ABSTRACT
Introduction: Tumor necrosis factor-α (TNF-α)-blocking agents are drugs approved for the treatment of inflammatory bowel diseases (IBDs). Infliximab and adalimumab are approved for the treatment of IBD in the pediatric setting with the improvement of therapeutic management. Biological agents, also in the pediatric population, can be administered either alone or in combination with immunomodulators. Their use has raised safety concerns regarding the risk of infections and malignancies.
Areas covered: A broad review of the safety concerns for the use of anti-TNF-α drugs in children with IBD was performed, and information regarding the risk of infections and malignancies were updated, also in comparison with the safety of traditional drugs such as steroids and/or immunosuppressants.

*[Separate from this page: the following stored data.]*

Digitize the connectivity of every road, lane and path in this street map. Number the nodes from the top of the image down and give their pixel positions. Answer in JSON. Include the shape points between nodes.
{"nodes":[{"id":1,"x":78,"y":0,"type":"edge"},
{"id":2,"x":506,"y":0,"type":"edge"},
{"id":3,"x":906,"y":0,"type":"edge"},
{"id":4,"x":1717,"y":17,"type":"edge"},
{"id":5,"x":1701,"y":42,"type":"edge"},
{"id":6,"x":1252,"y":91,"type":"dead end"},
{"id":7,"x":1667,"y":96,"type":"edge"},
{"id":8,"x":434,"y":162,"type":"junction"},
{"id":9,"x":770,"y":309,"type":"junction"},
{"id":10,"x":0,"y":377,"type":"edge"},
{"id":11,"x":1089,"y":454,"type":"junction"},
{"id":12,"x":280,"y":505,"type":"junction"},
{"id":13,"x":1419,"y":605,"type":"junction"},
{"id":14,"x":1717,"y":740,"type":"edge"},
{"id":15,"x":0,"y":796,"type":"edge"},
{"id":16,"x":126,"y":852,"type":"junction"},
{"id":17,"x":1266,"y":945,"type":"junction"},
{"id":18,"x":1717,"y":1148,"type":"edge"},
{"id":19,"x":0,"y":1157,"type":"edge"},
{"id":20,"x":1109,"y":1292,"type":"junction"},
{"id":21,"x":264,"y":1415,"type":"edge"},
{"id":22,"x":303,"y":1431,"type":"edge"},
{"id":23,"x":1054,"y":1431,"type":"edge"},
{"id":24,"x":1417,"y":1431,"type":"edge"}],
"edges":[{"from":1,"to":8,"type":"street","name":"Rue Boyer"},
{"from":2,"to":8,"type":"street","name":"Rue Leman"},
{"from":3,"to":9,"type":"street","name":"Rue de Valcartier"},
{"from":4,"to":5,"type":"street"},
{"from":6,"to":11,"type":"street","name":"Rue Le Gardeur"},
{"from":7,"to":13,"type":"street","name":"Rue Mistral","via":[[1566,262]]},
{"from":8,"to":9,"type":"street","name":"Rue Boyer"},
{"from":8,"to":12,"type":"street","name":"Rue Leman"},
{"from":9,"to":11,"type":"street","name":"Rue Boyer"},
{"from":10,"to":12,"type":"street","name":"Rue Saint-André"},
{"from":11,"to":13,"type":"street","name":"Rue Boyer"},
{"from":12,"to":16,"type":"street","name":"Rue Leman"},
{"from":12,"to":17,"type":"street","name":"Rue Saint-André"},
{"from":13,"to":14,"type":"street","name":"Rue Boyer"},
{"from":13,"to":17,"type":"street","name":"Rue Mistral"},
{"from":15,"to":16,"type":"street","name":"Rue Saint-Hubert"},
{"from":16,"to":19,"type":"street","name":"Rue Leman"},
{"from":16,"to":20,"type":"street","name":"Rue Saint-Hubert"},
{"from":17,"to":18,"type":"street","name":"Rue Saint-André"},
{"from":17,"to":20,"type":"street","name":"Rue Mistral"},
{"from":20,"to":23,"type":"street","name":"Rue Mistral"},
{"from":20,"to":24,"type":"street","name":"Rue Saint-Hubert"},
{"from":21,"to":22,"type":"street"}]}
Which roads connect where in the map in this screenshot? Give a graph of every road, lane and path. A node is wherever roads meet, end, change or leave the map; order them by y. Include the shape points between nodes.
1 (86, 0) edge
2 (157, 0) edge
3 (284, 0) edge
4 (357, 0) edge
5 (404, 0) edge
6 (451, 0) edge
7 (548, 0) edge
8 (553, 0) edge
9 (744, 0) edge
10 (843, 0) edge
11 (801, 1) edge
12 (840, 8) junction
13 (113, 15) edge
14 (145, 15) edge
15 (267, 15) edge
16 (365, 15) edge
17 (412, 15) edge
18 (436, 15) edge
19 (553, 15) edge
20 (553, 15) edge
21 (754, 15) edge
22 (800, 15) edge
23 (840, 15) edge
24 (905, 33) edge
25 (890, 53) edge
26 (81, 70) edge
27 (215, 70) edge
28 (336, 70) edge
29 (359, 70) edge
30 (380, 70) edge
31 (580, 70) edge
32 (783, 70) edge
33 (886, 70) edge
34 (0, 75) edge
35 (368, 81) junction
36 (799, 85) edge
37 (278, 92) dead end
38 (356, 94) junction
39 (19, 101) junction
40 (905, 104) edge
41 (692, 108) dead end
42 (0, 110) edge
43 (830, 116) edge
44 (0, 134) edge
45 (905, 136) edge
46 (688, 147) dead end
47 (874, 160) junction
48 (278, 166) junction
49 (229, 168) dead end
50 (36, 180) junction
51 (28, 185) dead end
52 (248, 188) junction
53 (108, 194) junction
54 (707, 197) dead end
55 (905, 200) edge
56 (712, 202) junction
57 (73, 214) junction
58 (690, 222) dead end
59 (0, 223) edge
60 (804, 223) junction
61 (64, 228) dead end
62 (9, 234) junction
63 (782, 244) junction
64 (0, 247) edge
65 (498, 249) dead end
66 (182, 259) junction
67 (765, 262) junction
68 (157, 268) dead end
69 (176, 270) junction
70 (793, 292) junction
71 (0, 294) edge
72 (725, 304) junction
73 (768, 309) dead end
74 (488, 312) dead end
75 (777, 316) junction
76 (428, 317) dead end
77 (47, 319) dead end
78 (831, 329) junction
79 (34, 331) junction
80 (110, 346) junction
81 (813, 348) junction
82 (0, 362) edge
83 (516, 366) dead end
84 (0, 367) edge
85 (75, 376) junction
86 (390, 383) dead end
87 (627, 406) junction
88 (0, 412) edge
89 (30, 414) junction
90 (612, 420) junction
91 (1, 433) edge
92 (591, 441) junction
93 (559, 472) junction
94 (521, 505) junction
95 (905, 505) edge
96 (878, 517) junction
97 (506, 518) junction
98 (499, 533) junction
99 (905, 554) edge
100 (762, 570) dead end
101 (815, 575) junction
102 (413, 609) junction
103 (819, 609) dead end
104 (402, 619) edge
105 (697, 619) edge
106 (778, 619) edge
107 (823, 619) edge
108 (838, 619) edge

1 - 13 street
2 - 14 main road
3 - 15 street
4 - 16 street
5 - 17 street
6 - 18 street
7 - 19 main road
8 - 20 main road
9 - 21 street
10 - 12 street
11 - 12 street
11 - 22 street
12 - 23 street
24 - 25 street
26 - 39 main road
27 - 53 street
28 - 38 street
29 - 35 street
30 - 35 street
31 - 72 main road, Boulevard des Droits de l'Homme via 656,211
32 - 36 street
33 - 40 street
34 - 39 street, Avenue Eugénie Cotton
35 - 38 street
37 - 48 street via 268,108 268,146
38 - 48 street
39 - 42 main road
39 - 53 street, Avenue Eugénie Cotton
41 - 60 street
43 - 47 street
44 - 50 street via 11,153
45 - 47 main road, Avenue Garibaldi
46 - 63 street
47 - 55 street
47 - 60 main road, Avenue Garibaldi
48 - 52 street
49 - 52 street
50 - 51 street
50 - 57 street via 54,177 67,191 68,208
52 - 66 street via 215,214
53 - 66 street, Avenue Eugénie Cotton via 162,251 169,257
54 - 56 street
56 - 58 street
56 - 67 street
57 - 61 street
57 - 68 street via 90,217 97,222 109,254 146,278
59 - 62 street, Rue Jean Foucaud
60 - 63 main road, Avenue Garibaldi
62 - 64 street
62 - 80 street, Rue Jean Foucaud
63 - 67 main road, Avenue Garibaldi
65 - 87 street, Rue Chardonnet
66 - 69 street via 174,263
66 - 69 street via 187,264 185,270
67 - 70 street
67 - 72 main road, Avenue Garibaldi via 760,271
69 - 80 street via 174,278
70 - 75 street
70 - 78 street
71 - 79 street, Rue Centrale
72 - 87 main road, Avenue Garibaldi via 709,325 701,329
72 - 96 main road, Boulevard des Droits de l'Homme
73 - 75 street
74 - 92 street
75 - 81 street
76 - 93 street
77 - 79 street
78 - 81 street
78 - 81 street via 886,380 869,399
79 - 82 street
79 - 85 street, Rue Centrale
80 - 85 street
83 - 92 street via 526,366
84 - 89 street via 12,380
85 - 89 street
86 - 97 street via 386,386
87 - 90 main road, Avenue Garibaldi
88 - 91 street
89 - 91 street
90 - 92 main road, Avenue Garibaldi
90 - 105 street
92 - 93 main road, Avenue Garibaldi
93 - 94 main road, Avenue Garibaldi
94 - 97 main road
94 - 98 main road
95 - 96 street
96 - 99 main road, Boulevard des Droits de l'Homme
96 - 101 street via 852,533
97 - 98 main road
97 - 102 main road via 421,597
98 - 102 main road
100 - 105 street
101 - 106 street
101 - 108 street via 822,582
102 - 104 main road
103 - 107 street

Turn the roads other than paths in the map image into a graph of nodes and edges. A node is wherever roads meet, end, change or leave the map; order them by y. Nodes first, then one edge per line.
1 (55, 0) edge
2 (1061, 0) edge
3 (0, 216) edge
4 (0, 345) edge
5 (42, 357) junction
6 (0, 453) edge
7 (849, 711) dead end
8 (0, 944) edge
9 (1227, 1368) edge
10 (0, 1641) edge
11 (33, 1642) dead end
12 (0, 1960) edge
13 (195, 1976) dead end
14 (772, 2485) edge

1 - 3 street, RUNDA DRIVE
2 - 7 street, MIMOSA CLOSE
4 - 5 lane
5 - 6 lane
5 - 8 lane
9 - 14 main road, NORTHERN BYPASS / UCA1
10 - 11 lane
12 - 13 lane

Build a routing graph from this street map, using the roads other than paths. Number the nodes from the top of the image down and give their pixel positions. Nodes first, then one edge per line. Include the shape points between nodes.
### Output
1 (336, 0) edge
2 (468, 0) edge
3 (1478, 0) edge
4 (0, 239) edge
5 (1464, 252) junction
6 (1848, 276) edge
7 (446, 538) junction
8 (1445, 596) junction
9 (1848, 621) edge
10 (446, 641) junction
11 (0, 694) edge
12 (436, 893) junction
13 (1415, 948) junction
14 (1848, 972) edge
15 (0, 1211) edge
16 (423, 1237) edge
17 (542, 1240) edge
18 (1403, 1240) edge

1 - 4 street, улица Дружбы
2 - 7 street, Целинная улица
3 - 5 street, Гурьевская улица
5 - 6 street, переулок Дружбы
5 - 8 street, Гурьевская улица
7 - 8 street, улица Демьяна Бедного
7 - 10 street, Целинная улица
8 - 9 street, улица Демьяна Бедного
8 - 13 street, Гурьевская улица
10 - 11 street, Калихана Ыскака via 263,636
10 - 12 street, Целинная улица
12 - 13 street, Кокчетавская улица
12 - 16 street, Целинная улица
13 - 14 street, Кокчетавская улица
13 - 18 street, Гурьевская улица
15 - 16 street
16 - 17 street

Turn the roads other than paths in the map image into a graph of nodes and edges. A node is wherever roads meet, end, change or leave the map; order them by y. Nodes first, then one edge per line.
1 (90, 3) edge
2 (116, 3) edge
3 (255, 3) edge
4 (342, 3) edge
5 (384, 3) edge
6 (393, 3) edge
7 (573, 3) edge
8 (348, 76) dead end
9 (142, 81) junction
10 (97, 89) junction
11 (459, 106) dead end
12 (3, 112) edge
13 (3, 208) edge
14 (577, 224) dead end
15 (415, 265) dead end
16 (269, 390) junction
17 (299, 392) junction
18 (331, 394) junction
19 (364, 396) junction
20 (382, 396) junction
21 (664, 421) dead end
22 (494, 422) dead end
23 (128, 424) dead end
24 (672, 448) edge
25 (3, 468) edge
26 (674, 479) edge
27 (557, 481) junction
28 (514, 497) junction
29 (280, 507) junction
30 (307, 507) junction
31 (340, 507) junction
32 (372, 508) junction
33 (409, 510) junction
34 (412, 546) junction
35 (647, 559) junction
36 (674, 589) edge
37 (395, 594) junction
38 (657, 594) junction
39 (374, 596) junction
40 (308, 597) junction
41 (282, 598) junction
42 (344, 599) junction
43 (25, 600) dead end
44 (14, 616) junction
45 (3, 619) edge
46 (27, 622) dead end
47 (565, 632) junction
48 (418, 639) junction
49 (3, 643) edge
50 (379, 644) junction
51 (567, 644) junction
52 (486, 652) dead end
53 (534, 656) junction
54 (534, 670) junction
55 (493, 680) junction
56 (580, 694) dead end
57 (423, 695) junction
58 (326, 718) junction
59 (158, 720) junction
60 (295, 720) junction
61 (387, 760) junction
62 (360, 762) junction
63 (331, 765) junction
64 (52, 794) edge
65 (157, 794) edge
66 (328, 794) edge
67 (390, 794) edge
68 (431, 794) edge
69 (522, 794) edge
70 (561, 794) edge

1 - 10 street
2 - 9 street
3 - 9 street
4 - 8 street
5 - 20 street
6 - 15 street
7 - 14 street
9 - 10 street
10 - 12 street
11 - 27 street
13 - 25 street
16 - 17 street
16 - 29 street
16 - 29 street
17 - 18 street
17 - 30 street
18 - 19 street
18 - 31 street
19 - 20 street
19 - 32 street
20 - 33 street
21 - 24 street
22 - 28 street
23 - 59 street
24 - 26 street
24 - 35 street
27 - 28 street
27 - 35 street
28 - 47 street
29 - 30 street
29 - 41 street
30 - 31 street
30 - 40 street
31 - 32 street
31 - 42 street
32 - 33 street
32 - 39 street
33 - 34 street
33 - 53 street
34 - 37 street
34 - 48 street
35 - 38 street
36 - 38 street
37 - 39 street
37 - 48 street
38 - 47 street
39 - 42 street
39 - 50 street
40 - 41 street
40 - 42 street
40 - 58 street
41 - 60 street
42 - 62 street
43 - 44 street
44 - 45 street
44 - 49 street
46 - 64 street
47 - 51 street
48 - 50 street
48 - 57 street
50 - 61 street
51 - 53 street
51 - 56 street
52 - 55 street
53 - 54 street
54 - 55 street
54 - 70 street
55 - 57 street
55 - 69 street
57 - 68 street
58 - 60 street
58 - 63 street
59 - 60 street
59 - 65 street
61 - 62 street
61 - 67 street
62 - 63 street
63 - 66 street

Expert commentary: Anti-TNF-α drugs have shown favorable safety profiles, and adalimumab treatment is associated with lower immunogenicity compared with infliximab. Heightened awareness and vigilant surveillance leading to prompt diagnosis and treatment are important for optimal management.
Article highlights
Opportunistic infections and malignancies are possible complications in pediatric IBD
Potential risks can be related to the disease or the use of steroids, immunosuppressants and biological therapies
Anti-TNF-α drugs seem to have favorable safety profiles, but no long-term surveillance data are available
The risk of infections and malignancies seems to be higher with a combination of anti-TNF-α and immunomodulators compared with anti-TNF-α alone
Immunocompetence and assessment of the immune and serological status should be evaluated before the start of anti-TNF-α therapy
Declaration of interest
The authors have no relevant affiliations or financial involvement with any organization or entity with a financial interest in or financial conflict with the subject matter or materials discussed in the manuscript. This includes employment, consultancies, honoraria, stock ownership or options, expert testimony, grants or patents received or pending, or royalties.
Reviewer disclosures
A reviewer on this manuscript has declared that they have acted as a consultant for and served on advisory boards of Janssen, Abbvie, and Merck; have received speaker’s fees from Janssen and Abbvie and received investigator-initiated research support from Abbvie. Peer reviewers on this manuscript have no other relevant financial relationships or otherwise to disclose.